Pick out each line with the word "roads" from the material that follows.

·····

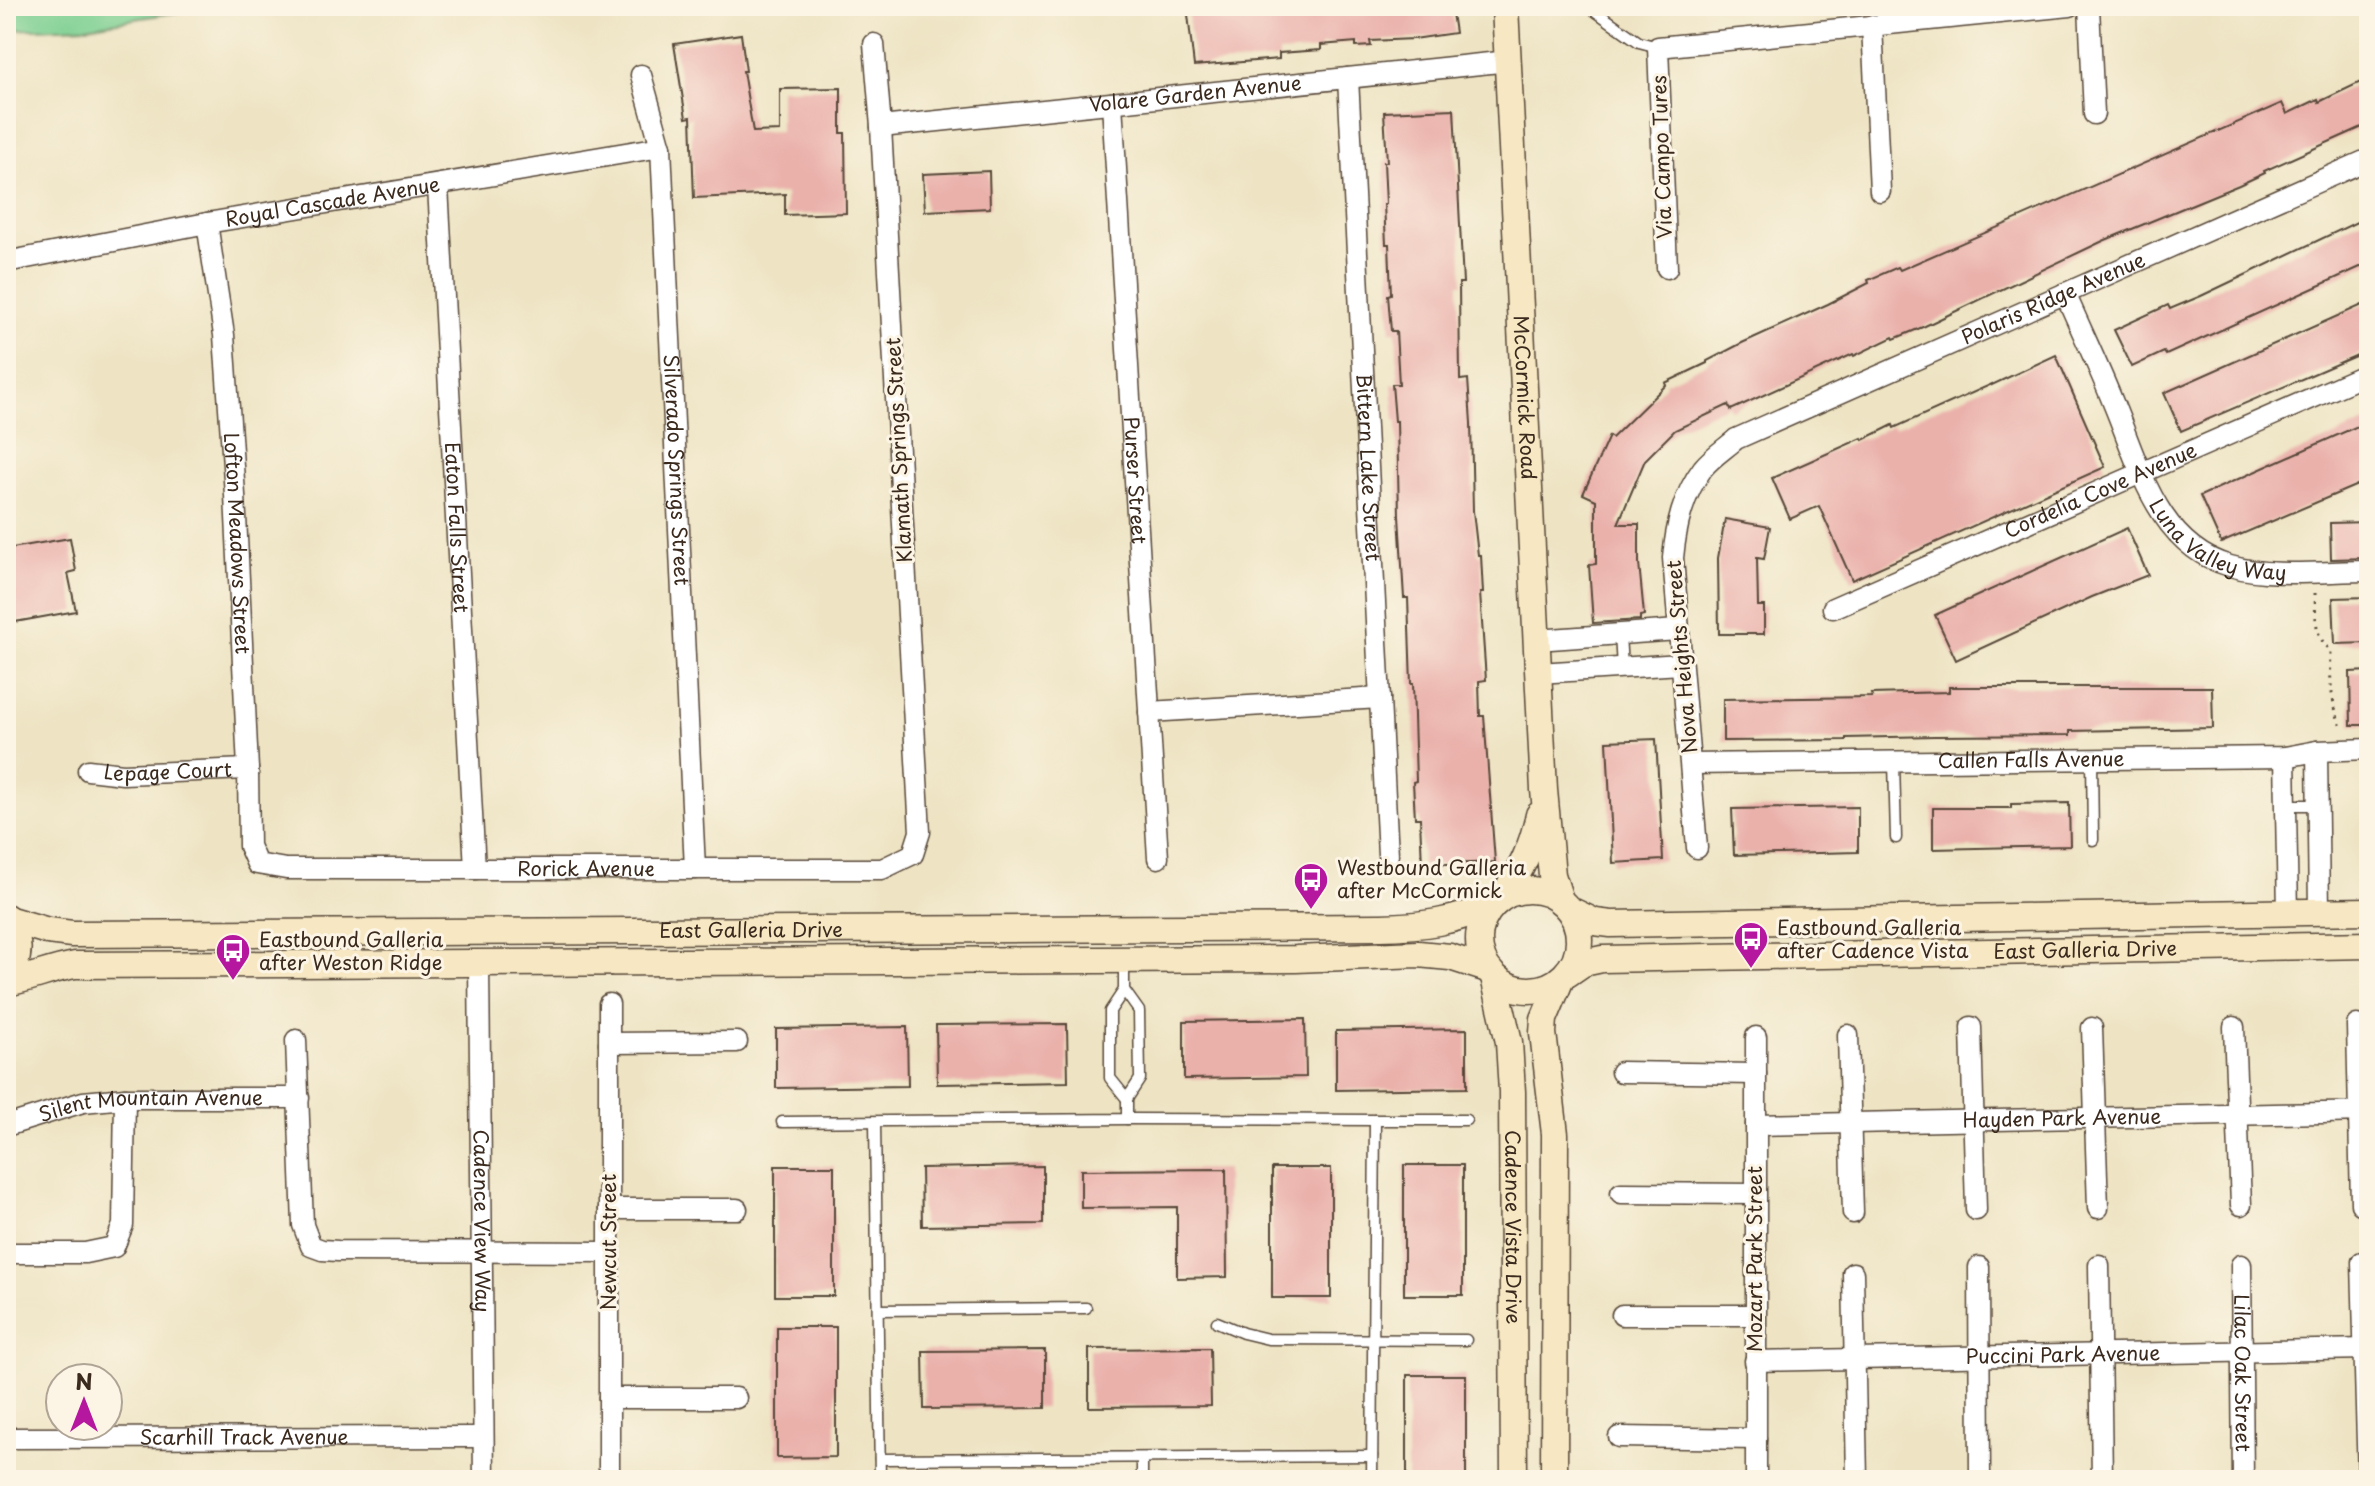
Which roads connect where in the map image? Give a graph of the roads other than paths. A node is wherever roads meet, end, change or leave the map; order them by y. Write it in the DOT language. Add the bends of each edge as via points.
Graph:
graph roads {
  1 [pos="1505,6"];
  2 [pos="1588,6"];
  3 [pos="2070,6"];
  4 [pos="2089,6"];
  5 [pos="1872,25"];
  6 [pos="874,44"];
  7 [pos="1658,47"];
  8 [pos="1509,61"];
  9 [pos="641,75"];
  10 [pos="1348,78"];
  11 [pos="1112,103"];
  12 [pos="2094,114"];
  13 [pos="881,127"];
  14 [pos="661,147"];
  15 [pos="2369,159"];
  16 [pos="438,186"];
  17 [pos="1880,191"];
  18 [pos="207,223"];
  19 [pos="6,262"];
  20 [pos="1667,268"];
  21 [pos="2065,293"];
  22 [pos="2369,373"];
  23 [pos="1736,439"];
  24 [pos="2140,473"];
  25 [pos="2369,571"];
  26 [pos="1833,608"];
  27 [pos="1678,630"];
  28 [pos="1620,634"];
  29 [pos="1536,640"];
  30 [pos="1681,664"];
  31 [pos="1622,668"];
  32 [pos="1538,673"];
  33 [pos="1380,698"];
  34 [pos="1149,712"];
  35 [pos="2369,749"];
  36 [pos="2317,751"];
  37 [pos="2285,757"];
  38 [pos="2092,759"];
  39 [pos="1894,762"];
  40 [pos="1691,764"];
  41 [pos="248,769"];
  42 [pos="88,770"];
  43 [pos="1544,790"];
  44 [pos="2286,805"];
  45 [pos="2318,805"];
  46 [pos="1896,838"];
  47 [pos="2093,840"];
  48 [pos="1697,848"];
  49 [pos="913,854"];
  50 [pos="1388,855"];
  51 [pos="1158,858"];
  52 [pos="257,864"];
  53 [pos="475,869"];
  54 [pos="695,869"];
  55 [pos="1497,901"];
  56 [pos="1565,905"];
  57 [pos="2369,911"];
  58 [pos="2319,912"];
  59 [pos="2288,913"];
  60 [pos="7,918"];
  61 [pos="2369,945"];
  62 [pos="1124,960"];
  63 [pos="479,963"];
  64 [pos="1491,973"];
  65 [pos="1563,978"];
  66 [pos="6,981"];
  67 [pos="1124,990"];
  68 [pos="609,1004"];
  69 [pos="2357,1025"];
  70 [pos="1971,1027"];
  71 [pos="2234,1027"];
  72 [pos="2092,1028"];
  73 [pos="1848,1035"];
  74 [pos="1756,1037"];
  75 [pos="296,1040"];
  76 [pos="737,1042"];
  77 [pos="609,1043"];
  78 [pos="1621,1072"];
  79 [pos="1756,1074"];
  80 [pos="125,1098"];
  81 [pos="299,1098"];
  82 [pos="1127,1099"];
  83 [pos="2364,1112"];
  84 [pos="2237,1115"];
  85 [pos="2095,1118"];
  86 [pos="1127,1119"];
  87 [pos="1375,1120"];
  88 [pos="1466,1120"];
  89 [pos="1973,1120"];
  90 [pos="782,1122"];
  91 [pos="875,1122"];
  92 [pos="1850,1123"];
  93 [pos="1756,1125"];
  94 [pos="6,1126"];
  95 [pos="1621,1193"];
  96 [pos="1755,1194"];
  97 [pos="2361,1204"];
  98 [pos="2241,1205"];
  99 [pos="2098,1208"];
  100 [pos="609,1209"];
  101 [pos="737,1209"];
  102 [pos="1976,1210"];
  103 [pos="1853,1213"];
  104 [pos="482,1252"];
  105 [pos="609,1252"];
  106 [pos="6,1253"];
  107 [pos="2362,1262"];
  108 [pos="2099,1265"];
  109 [pos="2241,1265"];
  110 [pos="1979,1267"];
  111 [pos="1853,1273"];
  112 [pos="1086,1308"];
  113 [pos="879,1310"];
  114 [pos="1622,1315"];
  115 [pos="1755,1315"];
  116 [pos="1217,1322"];
  117 [pos="1373,1340"];
  118 [pos="1466,1340"];
  119 [pos="2367,1349"];
  120 [pos="2242,1352"];
  121 [pos="2100,1355"];
  122 [pos="1979,1357"];
  123 [pos="1855,1359"];
  124 [pos="1755,1361"];
  125 [pos="609,1398"];
  126 [pos="736,1398"];
  127 [pos="483,1437"];
  128 [pos="1619,1437"];
  129 [pos="6,1438"];
  130 [pos="1756,1439"];
  131 [pos="1372,1456"];
  132 [pos="1142,1458"];
  133 [pos="880,1459"];
  134 [pos="484,1480"];
  135 [pos="609,1480"];
  136 [pos="880,1480"];
  137 [pos="1142,1480"];
  138 [pos="1372,1480"];
  139 [pos="1514,1480"];
  140 [pos="1554,1480"];
  141 [pos="1756,1480"];
  142 [pos="1857,1480"];
  143 [pos="1980,1480"];
  144 [pos="2102,1480"];
  145 [pos="2243,1480"];
  146 [pos="2368,1480"];
  1 -- 8 [label="main road, McCormick Road"];
  2 -- 7 [label="lane" via="1639,42"];
  3 -- 5 [label="street"];
  4 -- 12 [label="street"];
  5 -- 7 [label="street"];
  5 -- 17 [label="street"];
  6 -- 13 [label="street, Klamath Springs Street"];
  7 -- 20 [label="street, Via Campo Tures"];
  8 -- 10 [label="street, Volare Garden Avenue"];
  8 -- 29 [label="main road, McCormick Road"];
  9 -- 14 [label="street, Silverado Springs Street"];
  10 -- 11 [label="street, Volare Garden Avenue"];
  10 -- 33 [label="street, Bittern Lake Street"];
  11 -- 13 [label="street, Volare Garden Avenue"];
  11 -- 34 [label="street, Purser Street"];
  13 -- 49 [label="street, Klamath Springs Street" via="920,832"];
  14 -- 16 [label="street, Royal Cascade Avenue"];
  14 -- 54 [label="street, Silverado Springs Street"];
  15 -- 21 [label="street, Polaris Ridge Avenue"];
  16 -- 18 [label="street, Royal Cascade Avenue"];
  16 -- 53 [label="street, Eaton Falls Street"];
  18 -- 19 [label="street, Royal Cascade Avenue"];
  18 -- 41 [label="street, Lofton Meadows Street" via="224,335"];
  21 -- 23 [label="street, Polaris Ridge Avenue"];
  21 -- 24 [label="street, Luna Valley Way"];
  22 -- 24 [label="street, Cordelia Cove Avenue"];
  23 -- 27 [label="street, Nova Heights Street" via="1704,467 1686,497 1676,529"];
  24 -- 25 [label="street, Luna Valley Way" via="2158,510 2180,537 2228,566 2258,572"];
  24 -- 26 [label="street, Cordelia Cove Avenue"];
  27 -- 28 [label="street"];
  27 -- 30 [label="street, Nova Heights Street"];
  28 -- 29 [label="street"];
  28 -- 31 [label="lane"];
  29 -- 32 [label="main road, McCormick Road"];
  30 -- 31 [label="street"];
  30 -- 40 [label="street, Nova Heights Street"];
  31 -- 32 [label="street"];
  32 -- 43 [label="main road, McCormick Road"];
  33 -- 34 [label="street"];
  33 -- 50 [label="street, Bittern Lake Street"];
  34 -- 51 [label="street, Purser Street"];
  35 -- 36 [label="street, Callen Falls Avenue"];
  36 -- 37 [label="street, Callen Falls Avenue"];
  36 -- 45 [label="street"];
  37 -- 38 [label="street, Callen Falls Avenue"];
  37 -- 44 [label="street"];
  38 -- 39 [label="street, Callen Falls Avenue"];
  38 -- 47 [label="lane"];
  39 -- 40 [label="street, Callen Falls Avenue"];
  39 -- 46 [label="lane"];
  40 -- 48 [label="street, Nova Heights Street"];
  41 -- 42 [label="street, Lepage Court" via="123,774"];
  41 -- 52 [label="street, Lofton Meadows Street" via="249,846"];
  43 -- 55 [label="main road, McCormick Road" via="1522,868"];
  43 -- 56 [label="main road, McCormick Road" via="1552,875"];
  44 -- 45 [label="lane"];
  44 -- 59 [label="street"];
  45 -- 58 [label="street"];
  49 -- 54 [label="street, Rorick Avenue" via="882,869"];
  52 -- 53 [label="street, Rorick Avenue" via="286,869"];
  53 -- 54 [label="street, Rorick Avenue"];
  55 -- 56 [label="main road" via="1530,890"];
  55 -- 60 [label="main road, East Galleria Drive" via="1445,922 1403,927 72,934"];
  55 -- 64 [label="main road" via="1479,930 1479,950"];
  56 -- 59 [label="main road, East Galleria Drive" via="1595,922 1611,924"];
  56 -- 65 [label="main road" via="1580,945"];
  57 -- 58 [label="main road, East Galleria Drive"];
  58 -- 59 [label="main road, East Galleria Drive"];
  60 -- 66 [label="main road" via="18,946"];
  61 -- 65 [label="main road, East Galleria Drive" via="1602,959 1583,963"];
  62 -- 63 [label="main road, East Galleria Drive"];
  62 -- 64 [label="main road, East Galleria Drive" via="1418,954 1450,957"];
  62 -- 67 [label="lane"];
  63 -- 66 [label="main road, East Galleria Drive" via="75,965"];
  63 -- 104 [label="street, Cadence View Way"];
  64 -- 65 [label="main road" via="1522,990 1543,989"];
  64 -- 139 [label="main road, Cadence Vista Drive" via="1509,1042 1512,1092"];
  65 -- 140 [label="main road, Cadence Vista Drive" via="1543,1033 1555,1134"];
  67 -- 82 [label="lane" via="1139,1011 1140,1079"];
  67 -- 82 [label="lane" via="1110,1011 1110,1078"];
  68 -- 77 [label="street, Newcut Street"];
  69 -- 83 [label="street"];
  70 -- 89 [label="street"];
  71 -- 84 [label="street"];
  72 -- 85 [label="street"];
  73 -- 92 [label="street"];
  74 -- 79 [label="street, Mozart Park Street"];
  75 -- 81 [label="street"];
  76 -- 77 [label="street"];
  77 -- 100 [label="street, Newcut Street"];
  78 -- 79 [label="street"];
  79 -- 93 [label="street, Mozart Park Street"];
  80 -- 81 [label="street, Silent Mountain Avenue"];
  80 -- 94 [label="street, Silent Mountain Avenue" via="83,1102"];
  80 -- 106 [label="street" via="123,1225 114,1247 85,1253"];
  81 -- 104 [label="street" via="303,1225 311,1246 338,1251"];
  82 -- 86 [label="lane"];
  83 -- 84 [label="street, Hayden Park Avenue"];
  83 -- 97 [label="street"];
  84 -- 85 [label="street, Hayden Park Avenue"];
  84 -- 98 [label="street"];
  85 -- 89 [label="street, Hayden Park Avenue"];
  85 -- 99 [label="street"];
  86 -- 87 [label="lane"];
  86 -- 91 [label="lane"];
  87 -- 88 [label="lane"];
  87 -- 117 [label="lane"];
  89 -- 92 [label="street, Hayden Park Avenue"];
  89 -- 102 [label="street"];
  90 -- 91 [label="lane"];
  91 -- 113 [label="lane"];
  92 -- 93 [label="street, Hayden Park Avenue"];
  92 -- 103 [label="street"];
  93 -- 96 [label="street, Mozart Park Street"];
  95 -- 96 [label="street"];
  96 -- 115 [label="street, Mozart Park Street"];
  100 -- 101 [label="street"];
  100 -- 105 [label="street, Newcut Street"];
  104 -- 105 [label="street"];
  104 -- 127 [label="street, Cadence View Way"];
  105 -- 125 [label="street, Newcut Street"];
  107 -- 119 [label="street"];
  108 -- 121 [label="street"];
  109 -- 120 [label="street, Lilac Oak Street"];
  110 -- 122 [label="street"];
  111 -- 123 [label="street"];
  112 -- 113 [label="lane"];
  113 -- 133 [label="lane"];
  114 -- 115 [label="street"];
  115 -- 124 [label="street, Mozart Park Street"];
  116 -- 117 [label="lane" via="1268,1339"];
  117 -- 118 [label="lane"];
  117 -- 131 [label="lane"];
  119 -- 120 [label="street, Puccini Park Avenue"];
  119 -- 146 [label="street"];
  120 -- 121 [label="street, Puccini Park Avenue"];
  120 -- 145 [label="street, Lilac Oak Street"];
  121 -- 122 [label="street, Puccini Park Avenue"];
  121 -- 144 [label="street"];
  122 -- 123 [label="street, Puccini Park Avenue"];
  122 -- 143 [label="street"];
  123 -- 124 [label="street, Puccini Park Avenue"];
  123 -- 142 [label="street"];
  124 -- 130 [label="street, Mozart Park Street"];
  125 -- 126 [label="street"];
  125 -- 135 [label="street, Newcut Street"];
  127 -- 129 [label="street, Scarhill Track Avenue"];
  127 -- 134 [label="street, Cadence View Way"];
  128 -- 130 [label="street"];
  130 -- 141 [label="street, Mozart Park Street"];
  131 -- 132 [label="lane"];
  131 -- 138 [label="lane"];
  132 -- 133 [label="lane"];
  132 -- 137 [label="lane"];
  133 -- 136 [label="lane"];
}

·····

■ **Response to this exercise**
Which roads connect where in the map image? Give a graph of the roads other than paths. A node is wherever roads meet, end, change or leave the map; order them by y. Write it in the DOT language. Add the bends of each edge as via points.
graph roads {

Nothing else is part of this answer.